Dall’architetto Massimiliano Saracino, riceviamo e volentieri pubblichiamo questa importantissima ricostruzione di un pezzo di storia del nostro paese

“È per questo che ho deciso di scrivere questo articolo, per lasciare una traccia di quella storia, perché quel disegno che ha ridato lustro ad una piazza del centro di Sava è scaturito dalla mia matita e dalla sapienza di mestru Peppu Saracino”

Lo sporco e degradato portico di piazza Spagnolo Palma meglio noto come “chiazza cuperta”, già da tanti anni trasformato in parcheggio, verso la fine del 1999 fu oggetto di una proposta di riqualificazione patrocinata dalla giunta del sindaco Aldo Maggi. Il progetto fu affidato all’arch. Roberto Bozza con studio in Lecce. Un intervento importante, di grossa visibilità e di grande significato storico-culturale, sia per la valenza architettonica del manufatto sia per la realtà storica del luogo.

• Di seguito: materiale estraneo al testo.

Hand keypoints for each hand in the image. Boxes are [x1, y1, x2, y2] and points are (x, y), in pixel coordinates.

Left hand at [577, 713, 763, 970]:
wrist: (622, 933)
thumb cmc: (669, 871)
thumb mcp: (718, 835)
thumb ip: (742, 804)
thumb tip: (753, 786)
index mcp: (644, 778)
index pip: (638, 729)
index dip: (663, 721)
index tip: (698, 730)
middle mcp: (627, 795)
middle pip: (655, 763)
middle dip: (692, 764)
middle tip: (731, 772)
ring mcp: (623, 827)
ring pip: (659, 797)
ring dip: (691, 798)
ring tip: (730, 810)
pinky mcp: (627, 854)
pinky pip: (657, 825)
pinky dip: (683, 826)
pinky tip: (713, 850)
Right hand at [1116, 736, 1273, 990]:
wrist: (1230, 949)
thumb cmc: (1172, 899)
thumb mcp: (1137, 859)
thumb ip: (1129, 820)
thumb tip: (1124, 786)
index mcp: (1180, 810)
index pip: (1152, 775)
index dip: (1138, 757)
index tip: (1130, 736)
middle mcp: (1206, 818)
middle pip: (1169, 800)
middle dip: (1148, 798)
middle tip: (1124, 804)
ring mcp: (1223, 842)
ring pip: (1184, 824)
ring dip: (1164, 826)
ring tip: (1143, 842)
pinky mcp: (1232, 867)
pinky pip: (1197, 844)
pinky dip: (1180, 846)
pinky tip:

Tra l’amministrazione e il progettista c’era un chiaro ed evidente contrasto nella visione di ciò che andava fatto. L’arch. Bozza progettò la ricostruzione della facciata così come appariva nelle foto d’epoca, con la caratteristica sequenza di archi in conci di tufo a faccia vista ma con le modanature stilizzate (sintetizzate), mentre, per la copertura, propose la realizzare di volte in acciaio e plexiglas. L’amministrazione comunale, invece, con in testa il sindaco, voleva fortemente ri-costruire il porticato con le cosiddette “volte a stella”. Il progettista si convinse a rivedere il progetto e prendere in considerazione l’idea di una ricostruzione, anche se in origine le volte in quel porticato non ci sono mai state. La demolizione della struttura in cemento armato, infatti, scoprì le tracce delle vecchie putrelle metalliche che costituivano il solaio del porticato. Non si trattava quindi di una ri-costruzione fedele di ciò che era andato distrutto (com’era e dov’era come sostennero i veneziani quando decisero di ricostruire il campanile crollato di Piazza San Marco), ma di una costruzione ex-novo con tecniche costruttive del passato, appartenenti alla cultura del luogo e alla sua storia. In maniera del tutto legittima l’arch. Bozza non era intenzionato a realizzare un “falso storico”, per tale motivo si opponeva al progetto di ricostruzione delle volte. L’ing. Aldo Maggi, viceversa, era convinto che l’ipotesi di costruire una copertura con delle volte a crociera fosse la linea di intervento più consona al contesto urbano e storico in cui si stava intervenendo. In questo dibattito fui catapultato, inesperto ma pieno di entusiasmo.

In quell’anno avevo appena finito il servizio militare e l’anno prima avevo conseguito la laurea in architettura con una tesi sulle Volte del Salento di cui il mio caro “mestru Peppu” Saracino e i suoi figli mi avevano insegnato i segreti. Qualche anno primo, grazie al Gruppo Culturale Savese e in particolare al Prof. Mario Annoscia, la mia esperienza di cantiere si era trasformata in una piccola pubblicazione, nella quale descrivevo i procedimenti costruttivi delle volte e le sapienti regole del taglio della pietra. Fu proprio il mio libro a spingere il sindaco a contattarmi per chiedermi un parere sulla ricostruzione del portico. Io ne fui molto lusingato e felice, perché avevo l’occasione di fare qualcosa per il mio paese. Mi misi subito al lavoro con grande smania e passione. In cuor mio sentivo che tutto il lavoro di ricerca che avevo svolto negli anni prendenti potesse avere come epilogo la realizzazione di un’opera importante per Sava. Un luogo ricco di storia e di cultura popolare.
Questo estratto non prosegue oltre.